Build a Tool for Data Analysis — Connect Data

Published in

GoodData Developers

9 min readJan 4, 2022

If you are interested in GoodData.CN, please contact us. Alternatively, sign up for a trial version of GoodData Cloud: https://www.gooddata.com/trial/.

The amount of data that analysts need to deal with today is staggering, and this brings opportunities for developers to build tools that can help with data analysis. Fortunately, there are many options for doing that.

In this series of articles, I will show you how to implement the solution using GoodData.CN — all that I will need is just docker and node.js.

I will start with data load to the PostgreSQL database. After that, I will connect data to the analytical solution, where I will analyze data and create data visualizations. Finally, I will create a web application to show my data visualizations.

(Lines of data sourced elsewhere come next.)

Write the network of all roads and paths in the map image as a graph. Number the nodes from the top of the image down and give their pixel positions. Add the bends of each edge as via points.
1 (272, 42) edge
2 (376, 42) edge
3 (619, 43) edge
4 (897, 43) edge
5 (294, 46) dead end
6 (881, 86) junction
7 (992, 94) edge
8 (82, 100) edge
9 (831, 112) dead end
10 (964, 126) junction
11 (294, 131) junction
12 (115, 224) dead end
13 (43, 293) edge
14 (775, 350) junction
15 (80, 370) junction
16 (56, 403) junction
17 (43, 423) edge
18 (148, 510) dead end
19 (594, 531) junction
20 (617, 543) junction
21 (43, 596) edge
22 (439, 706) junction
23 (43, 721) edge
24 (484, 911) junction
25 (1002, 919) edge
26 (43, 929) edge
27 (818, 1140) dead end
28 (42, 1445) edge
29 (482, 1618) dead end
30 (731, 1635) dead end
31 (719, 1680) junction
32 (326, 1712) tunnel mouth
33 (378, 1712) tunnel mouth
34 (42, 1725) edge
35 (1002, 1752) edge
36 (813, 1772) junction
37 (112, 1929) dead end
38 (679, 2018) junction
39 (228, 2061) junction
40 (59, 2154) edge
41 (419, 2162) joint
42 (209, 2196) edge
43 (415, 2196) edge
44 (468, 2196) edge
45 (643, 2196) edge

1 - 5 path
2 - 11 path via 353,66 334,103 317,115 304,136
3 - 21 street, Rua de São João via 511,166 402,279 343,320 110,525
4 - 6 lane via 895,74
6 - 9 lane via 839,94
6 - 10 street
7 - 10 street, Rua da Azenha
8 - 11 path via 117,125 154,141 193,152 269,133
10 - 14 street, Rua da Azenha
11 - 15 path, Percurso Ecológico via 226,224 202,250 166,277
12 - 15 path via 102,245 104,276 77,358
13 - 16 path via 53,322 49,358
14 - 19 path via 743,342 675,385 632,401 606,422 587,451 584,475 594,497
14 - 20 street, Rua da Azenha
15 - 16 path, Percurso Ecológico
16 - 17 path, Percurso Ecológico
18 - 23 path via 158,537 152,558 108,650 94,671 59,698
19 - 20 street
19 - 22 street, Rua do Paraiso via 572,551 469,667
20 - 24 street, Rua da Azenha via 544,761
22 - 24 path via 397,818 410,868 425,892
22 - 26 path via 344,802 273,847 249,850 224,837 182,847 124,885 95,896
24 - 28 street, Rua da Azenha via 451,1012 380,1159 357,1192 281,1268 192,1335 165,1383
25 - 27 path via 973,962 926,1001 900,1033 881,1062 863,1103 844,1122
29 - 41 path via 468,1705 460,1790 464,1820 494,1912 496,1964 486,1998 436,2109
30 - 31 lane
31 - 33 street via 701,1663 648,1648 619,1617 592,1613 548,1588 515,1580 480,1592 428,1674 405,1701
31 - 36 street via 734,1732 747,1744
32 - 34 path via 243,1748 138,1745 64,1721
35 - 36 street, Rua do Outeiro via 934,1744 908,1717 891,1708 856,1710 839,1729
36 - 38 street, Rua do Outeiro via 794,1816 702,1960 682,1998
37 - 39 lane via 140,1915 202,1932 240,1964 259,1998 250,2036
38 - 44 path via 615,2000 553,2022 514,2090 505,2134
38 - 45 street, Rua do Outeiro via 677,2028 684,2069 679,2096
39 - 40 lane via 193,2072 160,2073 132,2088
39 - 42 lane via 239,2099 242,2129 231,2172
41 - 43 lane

Note: I am using generated data from my data generator tool. Feel free to use it as well. Remember that data contains dates — to have current dates, you need to run the script.

Online Shop Data Analysis

The tool I am about to build will analyze data from an online shop. Imagine that my company runs an online shop — I have many customers, orders, and products data in the PostgreSQL database, and I want to start analyzing the data.

What can I find out?

What is my actual revenue?
How many orders were placed yesterday or two months ago?
Who is my typical customer based on the best-selling product?

These data points can help me grow my customer base, conduct better marketing campaigns, etc.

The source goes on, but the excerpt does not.